Nearly completely destroyed by fire in January of 1976, the Howard Johnson Company rebuilt Wayland to rave reviews when it reopened on April 4, 1972. A fixture in Wayland, the Red Coach had become The Coach Grill by 2005.

 
 
Above: Hostess Ester Folks, waitresses Georgiana Sullivan and Lorraine Bassette go back to work in the rebuilt Red Coach.
 
 
Postcard circa 1960s: Courtesy of Dan Donahue
 
 

 
 
American Restaurant Magazine: September, 1957, page 98
 
Boston, Massachusetts -- 43 Stanhope St
 
Believed to be the Red Coach on Stanhope Street in Boston or perhaps the Coach in Framingham, the photograph above shows Red Coach management and WBZ radio employees posing in front of a horse drawn coach which was the logo for the chain. The station ran programs which were sponsored by Red Coach Grills, and featured "an audio identity of a special horse-and-carriage and trumpet sound effect introducing all spot announcements and a weekly program..." The advertising was said to have increased business volume for the chain.
 
 

 
 
Postcard circa 1960s
 
Saugus, Massachusetts -- Newburyport Tpke
 
 

 
 
Howard Johnson's Annual Report: 1961, page 10
 
Middleboro, Massachusetts -- Rts 44 & 18 (Rotary Circle)
 

Built near a busy traffic circle or rotary as they are fondly called in Massachusetts, the Middleboro Coach was near the Middleboro Howard Johnson's Restaurant. Rebuilt and reopened in 1961, the original building suffered a fire. Initially the Restaurant featured a Talley Ho Lounge, but later the Company converted it into the Lightfoot's Discotheque concept which had been successfully tested at the Braintree Red Coach.
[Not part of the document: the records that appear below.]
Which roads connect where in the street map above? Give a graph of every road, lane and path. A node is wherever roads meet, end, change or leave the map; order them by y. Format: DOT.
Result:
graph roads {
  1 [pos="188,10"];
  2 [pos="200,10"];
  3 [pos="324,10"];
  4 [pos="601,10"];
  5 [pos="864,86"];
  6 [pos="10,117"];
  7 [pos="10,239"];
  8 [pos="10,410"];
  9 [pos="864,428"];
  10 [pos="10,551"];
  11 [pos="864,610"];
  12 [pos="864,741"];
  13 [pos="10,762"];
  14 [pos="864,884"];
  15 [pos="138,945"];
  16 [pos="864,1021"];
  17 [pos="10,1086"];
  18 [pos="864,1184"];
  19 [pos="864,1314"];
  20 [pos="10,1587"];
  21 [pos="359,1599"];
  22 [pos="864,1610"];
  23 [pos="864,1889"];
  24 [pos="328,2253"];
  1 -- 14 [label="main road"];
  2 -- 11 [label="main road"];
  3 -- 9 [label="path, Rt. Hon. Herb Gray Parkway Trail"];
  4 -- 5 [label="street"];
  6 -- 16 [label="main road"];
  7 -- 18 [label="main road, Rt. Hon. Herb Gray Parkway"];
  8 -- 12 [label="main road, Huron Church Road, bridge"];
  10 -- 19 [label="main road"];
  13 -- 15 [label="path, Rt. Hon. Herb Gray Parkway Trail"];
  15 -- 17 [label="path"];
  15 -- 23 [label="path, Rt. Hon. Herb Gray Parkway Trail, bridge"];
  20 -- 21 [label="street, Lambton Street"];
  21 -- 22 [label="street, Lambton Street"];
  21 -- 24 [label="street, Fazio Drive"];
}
After Imperial Group Ltd. (then the Howard Johnson Company's parent) pulled the plug on the Red Coach Grill chain in the early 1980s, many of the locations like Middleboro became El Torito's. After a decade serving Mexican fare, the former Red Coach was converted into the Fireside Grille.

 
Postcard circa 1970s
 
 
Photograph February 2007: Courtesy of Gary Keith
 
 

 
 
Postcard circa 1960s
 
Hyannis, Massachusetts -- 545 Iyannough Rd (Airport Rotary)
 
One of the older locations, Hyannis may have originally been the site, or at least near the site of an early Howard Johnson's stand. By the 2000s the building's exterior remained remarkably intact even as it had been radically remodeled to house a Chili's.